A stall at Meditex 2014, a medical textiles exhibition, organised by the Centreof Excellence for Medical Textiles on the South India Textile ResearchAssociation premises in the city on Friday. Photo:M.Periasamy / The Hindu
A stall at Meditex 2014, a medical textiles exhibition, organised by the Centreof Excellence for Medical Textiles on the South India Textile ResearchAssociation premises in the city on Friday. Photo:M.Periasamy / The Hindu

It has 60 participants, including 25 from other States

Textile products used in the healthcare sector are not just bandages, surgical masks and gloves. It includes implants such as hernia mesh, hygiene products, use-and-throw surgical clothing, etc.

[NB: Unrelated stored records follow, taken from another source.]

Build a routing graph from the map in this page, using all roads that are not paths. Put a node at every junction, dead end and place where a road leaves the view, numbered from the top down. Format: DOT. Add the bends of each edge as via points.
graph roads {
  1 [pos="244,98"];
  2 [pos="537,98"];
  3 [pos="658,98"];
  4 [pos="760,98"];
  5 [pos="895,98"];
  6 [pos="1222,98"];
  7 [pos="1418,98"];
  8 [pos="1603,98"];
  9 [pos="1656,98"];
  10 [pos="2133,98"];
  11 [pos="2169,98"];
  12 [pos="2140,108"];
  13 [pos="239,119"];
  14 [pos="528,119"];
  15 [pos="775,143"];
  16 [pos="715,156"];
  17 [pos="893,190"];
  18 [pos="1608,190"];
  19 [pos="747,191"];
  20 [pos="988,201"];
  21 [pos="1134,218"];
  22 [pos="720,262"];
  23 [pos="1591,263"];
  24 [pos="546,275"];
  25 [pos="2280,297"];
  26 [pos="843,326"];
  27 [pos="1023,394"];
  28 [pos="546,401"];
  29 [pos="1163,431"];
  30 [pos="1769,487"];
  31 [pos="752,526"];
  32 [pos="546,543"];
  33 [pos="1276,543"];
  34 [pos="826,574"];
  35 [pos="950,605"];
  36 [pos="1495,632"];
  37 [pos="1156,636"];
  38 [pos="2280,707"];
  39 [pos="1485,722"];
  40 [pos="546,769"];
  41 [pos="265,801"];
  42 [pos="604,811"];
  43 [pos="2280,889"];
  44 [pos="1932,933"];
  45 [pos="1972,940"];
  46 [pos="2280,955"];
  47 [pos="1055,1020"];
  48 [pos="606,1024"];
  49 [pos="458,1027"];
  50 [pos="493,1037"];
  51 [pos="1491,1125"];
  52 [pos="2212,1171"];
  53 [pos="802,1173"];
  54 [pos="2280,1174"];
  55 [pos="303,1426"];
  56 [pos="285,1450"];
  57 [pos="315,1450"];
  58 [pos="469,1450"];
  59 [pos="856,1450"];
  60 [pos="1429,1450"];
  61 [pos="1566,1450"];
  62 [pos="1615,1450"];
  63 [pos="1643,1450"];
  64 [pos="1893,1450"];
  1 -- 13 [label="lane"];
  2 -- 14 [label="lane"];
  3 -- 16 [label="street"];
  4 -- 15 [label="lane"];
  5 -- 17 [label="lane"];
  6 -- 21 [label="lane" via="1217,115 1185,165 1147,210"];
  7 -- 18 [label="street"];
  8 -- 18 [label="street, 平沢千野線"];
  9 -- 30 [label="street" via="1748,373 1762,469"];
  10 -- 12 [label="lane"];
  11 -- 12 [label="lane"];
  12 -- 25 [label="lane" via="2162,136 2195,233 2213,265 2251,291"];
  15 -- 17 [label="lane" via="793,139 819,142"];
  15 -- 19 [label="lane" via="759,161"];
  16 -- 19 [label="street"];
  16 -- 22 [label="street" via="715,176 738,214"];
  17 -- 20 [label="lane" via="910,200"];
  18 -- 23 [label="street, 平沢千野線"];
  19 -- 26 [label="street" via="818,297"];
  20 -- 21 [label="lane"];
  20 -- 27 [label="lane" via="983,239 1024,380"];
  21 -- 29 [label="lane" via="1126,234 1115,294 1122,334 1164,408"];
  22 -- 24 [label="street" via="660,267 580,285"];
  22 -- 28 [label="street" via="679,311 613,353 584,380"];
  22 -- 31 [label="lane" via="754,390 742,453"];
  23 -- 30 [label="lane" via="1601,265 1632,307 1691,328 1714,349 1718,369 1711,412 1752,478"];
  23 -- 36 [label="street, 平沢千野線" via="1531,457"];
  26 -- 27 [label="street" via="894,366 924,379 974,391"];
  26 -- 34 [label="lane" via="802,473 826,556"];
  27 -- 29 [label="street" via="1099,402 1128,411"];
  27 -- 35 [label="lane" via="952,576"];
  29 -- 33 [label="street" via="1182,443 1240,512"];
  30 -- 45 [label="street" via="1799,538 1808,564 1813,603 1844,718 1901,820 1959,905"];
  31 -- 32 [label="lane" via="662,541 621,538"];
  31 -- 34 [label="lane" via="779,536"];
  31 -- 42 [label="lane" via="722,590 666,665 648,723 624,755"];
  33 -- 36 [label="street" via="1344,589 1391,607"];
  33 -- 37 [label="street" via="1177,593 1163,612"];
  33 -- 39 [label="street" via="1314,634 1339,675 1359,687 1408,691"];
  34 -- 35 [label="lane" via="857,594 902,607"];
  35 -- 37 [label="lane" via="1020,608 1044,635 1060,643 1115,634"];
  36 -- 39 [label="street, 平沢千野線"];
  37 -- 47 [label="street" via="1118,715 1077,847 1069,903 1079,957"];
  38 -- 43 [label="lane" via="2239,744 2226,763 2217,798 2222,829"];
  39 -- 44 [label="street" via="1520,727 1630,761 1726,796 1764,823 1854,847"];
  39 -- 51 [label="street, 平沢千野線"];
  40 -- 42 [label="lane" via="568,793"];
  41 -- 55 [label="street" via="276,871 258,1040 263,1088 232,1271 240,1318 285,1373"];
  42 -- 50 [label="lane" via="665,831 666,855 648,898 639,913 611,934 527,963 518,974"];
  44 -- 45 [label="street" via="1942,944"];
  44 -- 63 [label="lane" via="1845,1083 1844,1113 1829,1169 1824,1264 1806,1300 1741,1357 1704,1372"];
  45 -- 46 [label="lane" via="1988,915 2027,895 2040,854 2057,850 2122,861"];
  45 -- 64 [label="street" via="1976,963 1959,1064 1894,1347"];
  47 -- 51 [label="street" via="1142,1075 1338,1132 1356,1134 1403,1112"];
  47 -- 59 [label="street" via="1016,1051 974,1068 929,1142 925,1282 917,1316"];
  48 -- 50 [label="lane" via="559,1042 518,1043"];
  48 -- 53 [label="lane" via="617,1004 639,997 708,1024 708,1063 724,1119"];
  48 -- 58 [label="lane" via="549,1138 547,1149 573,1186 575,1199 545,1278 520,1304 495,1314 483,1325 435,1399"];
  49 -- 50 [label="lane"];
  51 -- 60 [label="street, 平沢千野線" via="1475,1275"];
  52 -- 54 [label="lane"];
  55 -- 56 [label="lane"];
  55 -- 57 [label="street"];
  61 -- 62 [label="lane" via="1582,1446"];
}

Coimbatore region is a well-known hub for both, textiles and healthcare facilities. The Centre of Excellence for Medical Textiles at the South India Textile Research Association here has organised a three-day medical textile exhibition and conference till March 2 to promote the use of these products and to develop the industry for these products.

Sakthivel Perumalsamy, head of the Centre of Excellence, told The Hindu on Friday that Meditex 2014 and Medineeds 2014 aim at creating awareness among the public on medical textiles. Be it policemen, rural women, conservancy workers, surgeons, industry workers or IT professionals, special textile products are available for their safety and hygiene. Seminars will be held on all three days for students, surgeons, police officers, textile mill workers, foundry workers, and hospital housekeeping staff.

The exhibition is to promote the medical textile industry here. It has 60 participants, including 25 from other States and one from Germany. They have exhibited machinery to make some of these products, surgical gowns, clothing, diapers, gauze materials, implants, special beds, bandages, etc. The country has just a handful of machinery manufacturers and most of them import the critical components for the machinery. The industry can tap the opportunity available in the range of products and the machinery.

Availability of water, washing the regular textile products, and drying these are becoming a problem to the hospitals. Hence, most of them purchase use-and-throw non-woven products and these are available in kits too. However, these should be to specific standards. These issues are highlighted at the event.

Further, a Mumbai-based hospital will demonstrate on Saturday a complete suit made out of composite textile material. It protects the surgeons from infections, he said.

The event is supported by the Union Ministry of Textiles and the exhibition is open from 10 a.m. to 6 p.m.